## [TASK GOAL]
Repeat the lines of the data exactly and exclude any picture among them.
-- DATA FOR REVIEW follows --
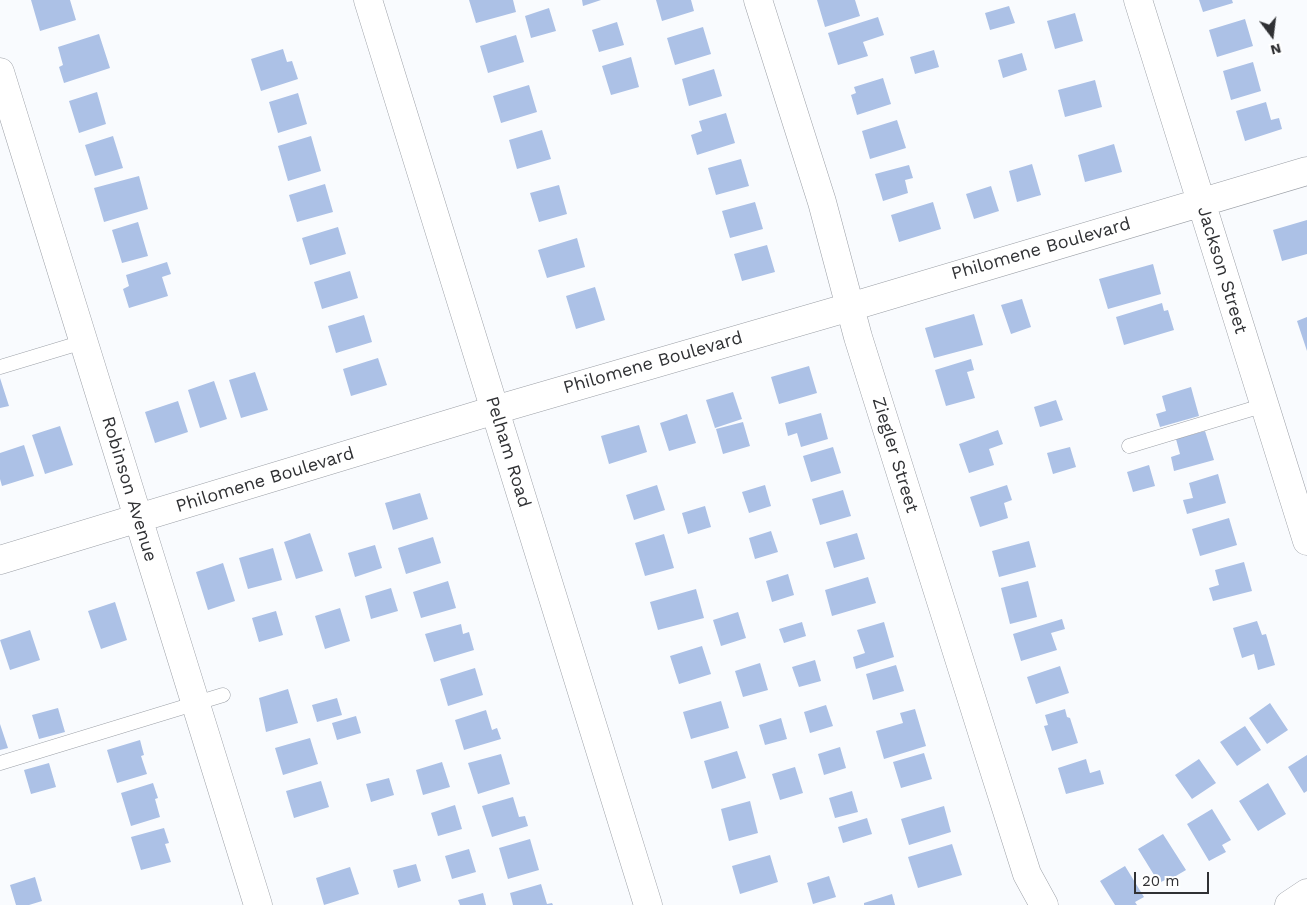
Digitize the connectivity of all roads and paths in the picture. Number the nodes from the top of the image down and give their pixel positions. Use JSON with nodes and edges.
{"nodes":[{"id":1,"x":368,"y":0,"type":"edge"},
{"id":2,"x":758,"y":0,"type":"edge"},
{"id":3,"x":1138,"y":0,"type":"edge"},
{"id":4,"x":0,"y":72,"type":"edge"},
{"id":5,"x":1307,"y":171,"type":"edge"},
{"id":6,"x":1201,"y":202,"type":"junction"},
{"id":7,"x":850,"y":307,"type":"junction"},
{"id":8,"x":83,"y":342,"type":"junction"},
{"id":9,"x":0,"y":367,"type":"edge"},
{"id":10,"x":1265,"y":406,"type":"junction"},
{"id":11,"x":495,"y":410,"type":"junction"},
{"id":12,"x":1129,"y":446,"type":"dead end"},
{"id":13,"x":138,"y":518,"type":"junction"},
{"id":14,"x":1307,"y":541,"type":"edge"},
{"id":15,"x":0,"y":560,"type":"edge"},
{"id":16,"x":223,"y":695,"type":"dead end"},
{"id":17,"x":195,"y":704,"type":"junction"},
{"id":18,"x":0,"y":763,"type":"edge"},
{"id":19,"x":1307,"y":893,"type":"edge"},
{"id":20,"x":258,"y":905,"type":"edge"},
{"id":21,"x":648,"y":905,"type":"edge"},
{"id":22,"x":1044,"y":905,"type":"edge"},
{"id":23,"x":1289,"y":905,"type":"edge"}],
"edges":[{"from":1,"to":11,"type":"street","name":"Pelham Road"},
{"from":2,"to":7,"type":"street","name":"Ziegler Street"},
{"from":3,"to":6,"type":"street","name":"Jackson Street"},
{"from":4,"to":8,"type":"street","name":"Robinson Avenue"},
{"from":5,"to":6,"type":"street","name":"Philomene Boulevard"},
{"from":6,"to":7,"type":"street","name":"Philomene Boulevard"},
{"from":6,"to":10,"type":"street","name":"Jackson Street"},
{"from":7,"to":11,"type":"street","name":"Philomene Boulevard"},
{"from":7,"to":22,"type":"street","name":"Ziegler Street"},
{"from":8,"to":9,"type":"lane"},
{"from":8,"to":13,"type":"street","name":"Robinson Avenue"},
{"from":10,"to":12,"type":"lane"},
{"from":10,"to":14,"type":"street","name":"Jackson Street"},
{"from":11,"to":13,"type":"street","name":"Philomene Boulevard"},
{"from":11,"to":21,"type":"street","name":"Pelham Road"},
{"from":13,"to":15,"type":"street","name":"Philomene Boulevard"},
{"from":13,"to":17,"type":"street","name":"Robinson Avenue"},
{"from":16,"to":17,"type":"lane"},
{"from":17,"to":18,"type":"lane"},
{"from":17,"to":20,"type":"street","name":"Robinson Avenue"},
{"from":19,"to":23,"type":"street"}]}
-- DATA FOR REVIEW concluded --
## [TASK OUTPUT]
Digitize the connectivity of all roads and paths in the picture. Number the nodes from the top of the image down and give their pixel positions. Use JSON with nodes and edges.
{"nodes":[{"id":1,"x":368,"y":0,"type":"edge"},
{"id":2,"x":758,"y":0,"type":"edge"},
{"id":3,"x":1138,"y":0,"type":"edge"},
{"id":4,"x":0,"y":72,"type":"edge"},
{"id":5,"x":1307,"y":171,"type":"edge"},
{"id":6,"x":1201,"y":202,"type":"junction"},
{"id":7,"x":850,"y":307,"type":"junction"},
{"id":8,"x":83,"y":342,"type":"junction"},
{"id":9,"x":0,"y":367,"type":"edge"},
{"id":10,"x":1265,"y":406,"type":"junction"},
{"id":11,"x":495,"y":410,"type":"junction"},
{"id":12,"x":1129,"y":446,"type":"dead end"},
{"id":13,"x":138,"y":518,"type":"junction"},
{"id":14,"x":1307,"y":541,"type":"edge"},
{"id":15,"x":0,"y":560,"type":"edge"},
{"id":16,"x":223,"y":695,"type":"dead end"},
{"id":17,"x":195,"y":704,"type":"junction"},
{"id":18,"x":0,"y":763,"type":"edge"},
{"id":19,"x":1307,"y":893,"type":"edge"},
{"id":20,"x":258,"y":905,"type":"edge"},
{"id":21,"x":648,"y":905,"type":"edge"},
{"id":22,"x":1044,"y":905,"type":"edge"},
{"id":23,"x":1289,"y":905,"type":"edge"}],
"edges":[{"from":1,"to":11,"type":"street","name":"Pelham Road"},
{"from":2,"to":7,"type":"street","name":"Ziegler Street"},
{"from":3,"to":6,"type":"street","name":"Jackson Street"},
{"from":4,"to":8,"type":"street","name":"Robinson Avenue"},
{"from":5,"to":6,"type":"street","name":"Philomene Boulevard"},
{"from":6,"to":7,"type":"street","name":"Philomene Boulevard"},
{"from":6,"to":10,"type":"street","name":"Jackson Street"},
{"from":7,"to":11,"type":"street","name":"Philomene Boulevard"},
{"from":7,"to":22,"type":"street","name":"Ziegler Street"},
{"from":8,"to":9,"type":"lane"},
{"from":8,"to":13,"type":"street","name":"Robinson Avenue"},
{"from":10,"to":12,"type":"lane"},
{"from":10,"to":14,"type":"street","name":"Jackson Street"},
{"from":11,"to":13,"type":"street","name":"Philomene Boulevard"},
{"from":11,"to":21,"type":"street","name":"Pelham Road"},
{"from":13,"to":15,"type":"street","name":"Philomene Boulevard"},
{"from":13,"to":17,"type":"street","name":"Robinson Avenue"},
{"from":16,"to":17,"type":"lane"},
{"from":17,"to":18,"type":"lane"},
{"from":17,"to":20,"type":"street","name":"Robinson Avenue"},
{"from":19,"to":23,"type":"street"}]}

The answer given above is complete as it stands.